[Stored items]
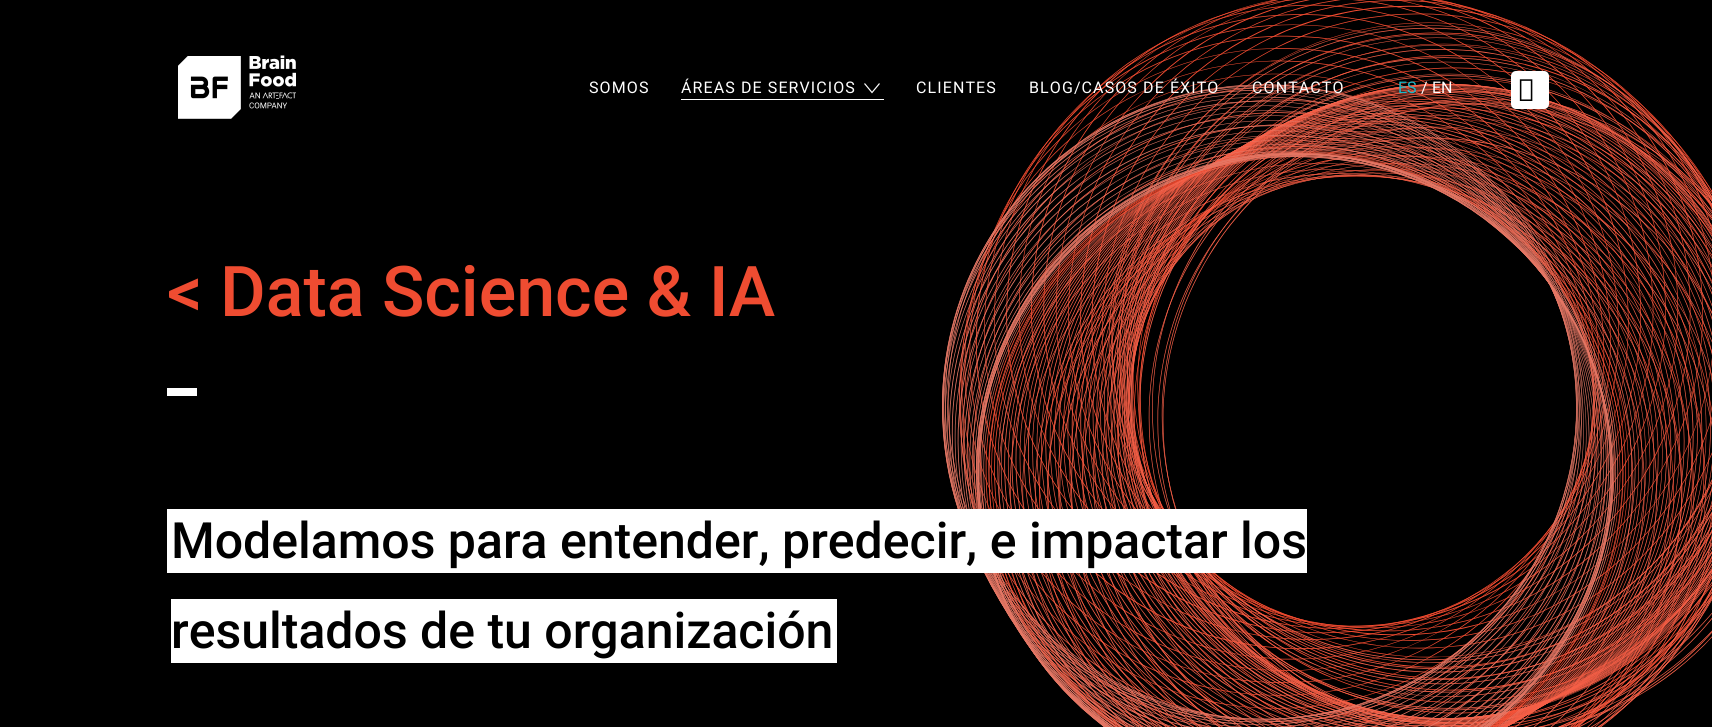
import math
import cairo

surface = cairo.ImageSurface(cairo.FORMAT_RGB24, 1712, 727)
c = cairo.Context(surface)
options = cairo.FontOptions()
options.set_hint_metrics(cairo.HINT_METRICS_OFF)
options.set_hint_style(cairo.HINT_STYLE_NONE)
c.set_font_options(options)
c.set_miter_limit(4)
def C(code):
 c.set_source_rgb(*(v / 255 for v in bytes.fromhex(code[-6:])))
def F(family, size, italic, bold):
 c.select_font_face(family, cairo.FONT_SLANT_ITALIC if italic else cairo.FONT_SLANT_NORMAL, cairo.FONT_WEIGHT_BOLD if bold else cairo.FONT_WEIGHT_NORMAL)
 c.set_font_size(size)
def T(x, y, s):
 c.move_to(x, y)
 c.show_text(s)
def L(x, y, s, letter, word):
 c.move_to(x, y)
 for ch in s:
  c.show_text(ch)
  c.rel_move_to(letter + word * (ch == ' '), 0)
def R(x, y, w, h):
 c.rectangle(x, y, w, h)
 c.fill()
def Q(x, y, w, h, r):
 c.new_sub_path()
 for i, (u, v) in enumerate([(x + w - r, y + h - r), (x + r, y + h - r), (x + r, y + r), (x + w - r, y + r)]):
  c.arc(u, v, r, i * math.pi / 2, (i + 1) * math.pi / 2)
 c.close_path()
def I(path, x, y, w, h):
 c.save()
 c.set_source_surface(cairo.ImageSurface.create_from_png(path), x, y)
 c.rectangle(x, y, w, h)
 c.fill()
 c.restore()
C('000000')
c.paint()
I('1.png',178,55,118,64)
F('Roboto',16,0,0)
C('ffffff')
L(589,93,'SOMOS',1.1,0)
L(681,93,'ÁREAS DE SERVICIOS',1.1,0)
c.new_path()
c.move_to(879.5,83.5)
c.line_to(872,92.5)
c.line_to(864.5,83.5)
c.set_line_width(1.2)
c.stroke()
R(681,99,203,1)
I('3.png',942,0,770,727)
L(916,93,'CLIENTES',1.1,0)
L(1029,93,'BLOG/CASOS DE ÉXITO',1.1,0)
L(1252,93,'CONTACTO',1.1,0)
C('1abacb')
T(1398,93,'ES')
C('ffffff')
T(1421,93,'/')
T(1432,93,'EN')
Q(1511,71,38,38,5)
c.fill()
I('2.png',1519,79,14,22)
F('Roboto Medium',70,0,0)
C('ef4c31')
T(167,316,'<')
T(220,316,'Data Science & IA')
C('ffffff')
R(167,388,30,8)
R(167,509,1140,64)
F('Roboto Medium',50,0,0)
C('000000')
T(171,558,'Modelamos para entender, predecir, e impactar los')
C('ffffff')
R(171,599,666,64)
C('000000')
T(171,648,'resultados de tu organización')
surface.write_to_png('o.png')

Brief: Among the records above, extract exactly the lines from the line with "import cairo" to the line with "c.restore()", both lines included, and leave out the rest.

Final answer:
import cairo

surface = cairo.ImageSurface(cairo.FORMAT_RGB24, 1712, 727)
c = cairo.Context(surface)
options = cairo.FontOptions()
options.set_hint_metrics(cairo.HINT_METRICS_OFF)
options.set_hint_style(cairo.HINT_STYLE_NONE)
c.set_font_options(options)
c.set_miter_limit(4)
def C(code):
 c.set_source_rgb(*(v / 255 for v in bytes.fromhex(code[-6:])))
def F(family, size, italic, bold):
 c.select_font_face(family, cairo.FONT_SLANT_ITALIC if italic else cairo.FONT_SLANT_NORMAL, cairo.FONT_WEIGHT_BOLD if bold else cairo.FONT_WEIGHT_NORMAL)
 c.set_font_size(size)
def T(x, y, s):
 c.move_to(x, y)
 c.show_text(s)
def L(x, y, s, letter, word):
 c.move_to(x, y)
 for ch in s:
  c.show_text(ch)
  c.rel_move_to(letter + word * (ch == ' '), 0)
def R(x, y, w, h):
 c.rectangle(x, y, w, h)
 c.fill()
def Q(x, y, w, h, r):
 c.new_sub_path()
 for i, (u, v) in enumerate([(x + w - r, y + h - r), (x + r, y + h - r), (x + r, y + r), (x + w - r, y + r)]):
  c.arc(u, v, r, i * math.pi / 2, (i + 1) * math.pi / 2)
 c.close_path()
def I(path, x, y, w, h):
 c.save()
 c.set_source_surface(cairo.ImageSurface.create_from_png(path), x, y)
 c.rectangle(x, y, w, h)
 c.fill()
 c.restore()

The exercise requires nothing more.